Work to be completed — Copy out each line below in which the string "nodes" appears.

Collected data:
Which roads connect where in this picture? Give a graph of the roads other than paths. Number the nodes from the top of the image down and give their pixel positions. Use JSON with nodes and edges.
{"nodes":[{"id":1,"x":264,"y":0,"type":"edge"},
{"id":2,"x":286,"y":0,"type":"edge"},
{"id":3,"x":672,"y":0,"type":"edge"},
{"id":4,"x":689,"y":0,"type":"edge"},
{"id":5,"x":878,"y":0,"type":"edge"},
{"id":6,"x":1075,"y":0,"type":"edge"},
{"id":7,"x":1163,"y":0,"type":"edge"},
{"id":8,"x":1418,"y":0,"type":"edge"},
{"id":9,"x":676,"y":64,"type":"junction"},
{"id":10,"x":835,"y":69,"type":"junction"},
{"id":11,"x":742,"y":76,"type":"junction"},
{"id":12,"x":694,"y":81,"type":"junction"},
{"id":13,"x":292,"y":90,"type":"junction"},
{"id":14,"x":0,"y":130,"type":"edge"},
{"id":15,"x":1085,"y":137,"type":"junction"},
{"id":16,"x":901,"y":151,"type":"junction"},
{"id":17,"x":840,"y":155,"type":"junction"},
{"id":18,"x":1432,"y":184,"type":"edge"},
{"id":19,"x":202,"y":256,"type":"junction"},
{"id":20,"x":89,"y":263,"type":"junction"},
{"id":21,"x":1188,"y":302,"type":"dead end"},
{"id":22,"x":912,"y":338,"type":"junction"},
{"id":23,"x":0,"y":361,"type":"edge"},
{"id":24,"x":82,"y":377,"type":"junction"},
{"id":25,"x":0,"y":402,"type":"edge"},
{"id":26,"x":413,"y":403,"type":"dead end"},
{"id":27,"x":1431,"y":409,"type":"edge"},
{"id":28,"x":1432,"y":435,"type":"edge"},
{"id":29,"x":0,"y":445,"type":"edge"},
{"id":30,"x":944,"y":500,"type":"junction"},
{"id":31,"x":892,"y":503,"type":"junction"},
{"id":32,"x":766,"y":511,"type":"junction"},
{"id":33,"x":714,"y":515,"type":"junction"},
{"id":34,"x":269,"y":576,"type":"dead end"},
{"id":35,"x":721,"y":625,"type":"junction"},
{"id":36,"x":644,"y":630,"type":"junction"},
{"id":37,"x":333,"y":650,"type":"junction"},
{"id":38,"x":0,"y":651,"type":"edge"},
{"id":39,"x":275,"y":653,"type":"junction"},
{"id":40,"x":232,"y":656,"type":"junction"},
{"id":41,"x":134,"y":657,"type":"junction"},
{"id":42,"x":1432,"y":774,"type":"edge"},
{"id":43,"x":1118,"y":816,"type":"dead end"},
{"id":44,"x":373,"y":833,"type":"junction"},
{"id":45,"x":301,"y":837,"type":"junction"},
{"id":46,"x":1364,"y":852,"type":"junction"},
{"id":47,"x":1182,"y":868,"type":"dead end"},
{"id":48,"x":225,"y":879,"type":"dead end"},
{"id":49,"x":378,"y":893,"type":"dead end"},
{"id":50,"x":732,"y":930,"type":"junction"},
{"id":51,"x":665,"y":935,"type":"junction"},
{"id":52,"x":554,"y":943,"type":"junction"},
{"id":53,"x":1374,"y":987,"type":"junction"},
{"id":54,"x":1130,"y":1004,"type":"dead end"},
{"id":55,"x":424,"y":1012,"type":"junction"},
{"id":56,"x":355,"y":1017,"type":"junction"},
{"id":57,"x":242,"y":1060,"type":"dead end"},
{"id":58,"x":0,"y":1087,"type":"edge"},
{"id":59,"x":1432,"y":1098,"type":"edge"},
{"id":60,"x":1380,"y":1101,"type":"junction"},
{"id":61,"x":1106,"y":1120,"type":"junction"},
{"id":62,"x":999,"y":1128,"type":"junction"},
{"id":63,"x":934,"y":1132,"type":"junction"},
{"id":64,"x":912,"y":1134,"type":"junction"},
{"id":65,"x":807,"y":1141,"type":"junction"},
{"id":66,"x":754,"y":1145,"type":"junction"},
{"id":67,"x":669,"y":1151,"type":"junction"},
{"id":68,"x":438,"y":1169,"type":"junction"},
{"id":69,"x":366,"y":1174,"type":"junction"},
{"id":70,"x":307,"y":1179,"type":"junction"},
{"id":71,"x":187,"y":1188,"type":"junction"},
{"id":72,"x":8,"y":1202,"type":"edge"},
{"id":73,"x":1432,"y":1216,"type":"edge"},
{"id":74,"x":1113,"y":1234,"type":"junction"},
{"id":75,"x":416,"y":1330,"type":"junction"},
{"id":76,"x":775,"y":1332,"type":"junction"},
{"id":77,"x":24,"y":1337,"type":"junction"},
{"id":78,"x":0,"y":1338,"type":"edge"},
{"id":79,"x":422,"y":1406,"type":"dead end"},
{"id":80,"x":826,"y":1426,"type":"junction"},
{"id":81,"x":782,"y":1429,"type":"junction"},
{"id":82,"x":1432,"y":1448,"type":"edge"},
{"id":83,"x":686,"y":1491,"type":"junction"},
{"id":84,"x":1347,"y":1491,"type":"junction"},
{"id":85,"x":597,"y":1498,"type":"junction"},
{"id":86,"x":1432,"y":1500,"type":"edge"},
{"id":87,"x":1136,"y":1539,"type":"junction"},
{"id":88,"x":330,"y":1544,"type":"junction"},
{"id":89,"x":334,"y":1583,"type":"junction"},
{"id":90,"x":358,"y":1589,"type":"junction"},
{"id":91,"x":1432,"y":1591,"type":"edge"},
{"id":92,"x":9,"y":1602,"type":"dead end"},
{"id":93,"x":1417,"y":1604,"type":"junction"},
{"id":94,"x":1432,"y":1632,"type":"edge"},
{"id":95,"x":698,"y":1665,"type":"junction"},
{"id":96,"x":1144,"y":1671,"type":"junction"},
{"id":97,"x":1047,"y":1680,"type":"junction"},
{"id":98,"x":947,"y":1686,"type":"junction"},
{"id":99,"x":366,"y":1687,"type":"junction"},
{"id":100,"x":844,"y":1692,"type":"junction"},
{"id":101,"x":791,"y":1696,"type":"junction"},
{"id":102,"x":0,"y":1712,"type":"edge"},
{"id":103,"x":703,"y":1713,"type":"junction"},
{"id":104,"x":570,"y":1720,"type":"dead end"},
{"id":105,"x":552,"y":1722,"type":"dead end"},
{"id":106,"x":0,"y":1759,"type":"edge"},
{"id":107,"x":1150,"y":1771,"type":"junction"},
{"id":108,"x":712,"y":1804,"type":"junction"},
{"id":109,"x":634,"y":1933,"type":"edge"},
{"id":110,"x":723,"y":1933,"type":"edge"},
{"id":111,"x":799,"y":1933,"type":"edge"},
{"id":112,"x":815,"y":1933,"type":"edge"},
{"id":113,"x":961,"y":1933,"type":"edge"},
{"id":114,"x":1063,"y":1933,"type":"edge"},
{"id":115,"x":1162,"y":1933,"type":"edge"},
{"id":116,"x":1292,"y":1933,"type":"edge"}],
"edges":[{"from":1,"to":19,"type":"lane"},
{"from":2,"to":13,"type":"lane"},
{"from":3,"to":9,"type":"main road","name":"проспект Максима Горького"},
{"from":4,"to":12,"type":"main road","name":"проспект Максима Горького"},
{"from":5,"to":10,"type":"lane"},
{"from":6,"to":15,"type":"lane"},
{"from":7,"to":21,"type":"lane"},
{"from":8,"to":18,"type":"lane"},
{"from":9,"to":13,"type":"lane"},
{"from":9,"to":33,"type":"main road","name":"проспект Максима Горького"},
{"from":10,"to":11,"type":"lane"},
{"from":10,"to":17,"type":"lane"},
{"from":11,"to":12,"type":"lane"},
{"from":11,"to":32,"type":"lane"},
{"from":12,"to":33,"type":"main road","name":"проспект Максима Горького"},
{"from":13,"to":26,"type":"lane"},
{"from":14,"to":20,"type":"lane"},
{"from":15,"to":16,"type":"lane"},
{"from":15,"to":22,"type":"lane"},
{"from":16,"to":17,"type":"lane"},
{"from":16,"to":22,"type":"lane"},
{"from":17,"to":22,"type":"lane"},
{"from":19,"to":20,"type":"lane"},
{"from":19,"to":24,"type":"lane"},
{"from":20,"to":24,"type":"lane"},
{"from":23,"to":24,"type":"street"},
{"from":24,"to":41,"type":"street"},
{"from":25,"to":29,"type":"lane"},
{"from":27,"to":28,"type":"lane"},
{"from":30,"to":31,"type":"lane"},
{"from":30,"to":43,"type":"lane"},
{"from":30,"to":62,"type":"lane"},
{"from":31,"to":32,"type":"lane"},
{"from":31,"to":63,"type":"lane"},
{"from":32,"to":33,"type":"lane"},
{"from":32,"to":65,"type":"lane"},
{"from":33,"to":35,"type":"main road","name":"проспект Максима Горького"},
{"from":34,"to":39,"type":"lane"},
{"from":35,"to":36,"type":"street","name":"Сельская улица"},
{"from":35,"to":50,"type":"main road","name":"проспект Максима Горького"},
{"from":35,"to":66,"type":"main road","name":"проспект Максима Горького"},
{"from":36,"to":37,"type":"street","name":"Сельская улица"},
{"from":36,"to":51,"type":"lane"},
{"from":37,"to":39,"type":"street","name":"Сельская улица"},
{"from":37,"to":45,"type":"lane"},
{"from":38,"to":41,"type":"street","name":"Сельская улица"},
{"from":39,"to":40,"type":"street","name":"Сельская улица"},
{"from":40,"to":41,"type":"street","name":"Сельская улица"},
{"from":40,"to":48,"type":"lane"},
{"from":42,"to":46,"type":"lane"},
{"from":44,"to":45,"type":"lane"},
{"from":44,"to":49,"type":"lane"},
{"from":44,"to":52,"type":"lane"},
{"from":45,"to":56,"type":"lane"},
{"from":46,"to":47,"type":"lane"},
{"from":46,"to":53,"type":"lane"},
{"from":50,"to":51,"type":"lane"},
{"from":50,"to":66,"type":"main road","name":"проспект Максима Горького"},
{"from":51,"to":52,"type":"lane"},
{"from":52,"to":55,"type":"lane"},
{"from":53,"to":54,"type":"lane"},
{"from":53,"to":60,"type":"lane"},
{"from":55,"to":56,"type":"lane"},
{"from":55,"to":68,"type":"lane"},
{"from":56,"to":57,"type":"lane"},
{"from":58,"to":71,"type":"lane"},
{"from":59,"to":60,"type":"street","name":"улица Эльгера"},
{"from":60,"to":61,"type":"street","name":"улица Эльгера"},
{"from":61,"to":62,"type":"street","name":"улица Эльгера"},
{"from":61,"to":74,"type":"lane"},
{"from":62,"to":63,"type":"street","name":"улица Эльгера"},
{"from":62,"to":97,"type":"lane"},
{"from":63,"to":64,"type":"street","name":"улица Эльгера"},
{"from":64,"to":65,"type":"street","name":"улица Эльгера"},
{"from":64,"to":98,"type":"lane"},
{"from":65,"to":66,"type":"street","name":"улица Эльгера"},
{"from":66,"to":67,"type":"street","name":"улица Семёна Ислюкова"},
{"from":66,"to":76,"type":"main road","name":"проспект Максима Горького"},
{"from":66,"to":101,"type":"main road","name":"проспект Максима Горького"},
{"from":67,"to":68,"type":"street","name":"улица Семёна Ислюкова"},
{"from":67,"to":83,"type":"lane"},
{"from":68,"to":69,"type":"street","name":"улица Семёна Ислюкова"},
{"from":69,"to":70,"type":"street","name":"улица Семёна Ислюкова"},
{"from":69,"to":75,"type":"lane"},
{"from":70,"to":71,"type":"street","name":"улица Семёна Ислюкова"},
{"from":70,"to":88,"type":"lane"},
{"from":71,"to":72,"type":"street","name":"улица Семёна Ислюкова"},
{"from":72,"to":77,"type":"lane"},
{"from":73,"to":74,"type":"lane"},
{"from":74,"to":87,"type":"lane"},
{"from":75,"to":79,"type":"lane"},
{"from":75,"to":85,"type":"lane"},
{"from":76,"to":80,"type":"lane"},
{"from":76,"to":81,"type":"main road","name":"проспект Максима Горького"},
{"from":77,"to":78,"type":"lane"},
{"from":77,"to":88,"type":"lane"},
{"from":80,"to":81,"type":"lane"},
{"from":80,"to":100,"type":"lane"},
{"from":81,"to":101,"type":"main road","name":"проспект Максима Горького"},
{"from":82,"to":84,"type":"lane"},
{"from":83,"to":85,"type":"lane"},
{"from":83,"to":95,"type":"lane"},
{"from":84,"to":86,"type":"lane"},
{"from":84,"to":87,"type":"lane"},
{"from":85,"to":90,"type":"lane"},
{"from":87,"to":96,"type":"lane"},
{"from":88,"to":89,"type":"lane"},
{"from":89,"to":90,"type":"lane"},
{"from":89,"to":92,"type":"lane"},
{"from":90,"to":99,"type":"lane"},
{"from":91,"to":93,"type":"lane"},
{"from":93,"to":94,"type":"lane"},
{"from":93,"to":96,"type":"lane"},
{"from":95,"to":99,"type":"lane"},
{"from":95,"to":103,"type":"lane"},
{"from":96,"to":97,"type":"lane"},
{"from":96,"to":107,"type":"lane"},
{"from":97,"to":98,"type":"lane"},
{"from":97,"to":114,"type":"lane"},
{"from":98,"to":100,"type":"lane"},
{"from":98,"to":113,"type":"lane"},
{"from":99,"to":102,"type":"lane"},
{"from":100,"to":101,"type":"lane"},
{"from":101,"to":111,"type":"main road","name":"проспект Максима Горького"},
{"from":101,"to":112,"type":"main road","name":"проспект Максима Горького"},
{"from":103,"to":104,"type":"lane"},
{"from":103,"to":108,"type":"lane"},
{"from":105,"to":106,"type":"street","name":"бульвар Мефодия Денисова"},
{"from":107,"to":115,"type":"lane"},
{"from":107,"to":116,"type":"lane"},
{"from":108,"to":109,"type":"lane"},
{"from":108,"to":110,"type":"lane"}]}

Answer to this exercise —
Which roads connect where in this picture? Give a graph of the roads other than paths. Number the nodes from the top of the image down and give their pixel positions. Use JSON with nodes and edges.
{"nodes":[{"id":1,"x":264,"y":0,"type":"edge"},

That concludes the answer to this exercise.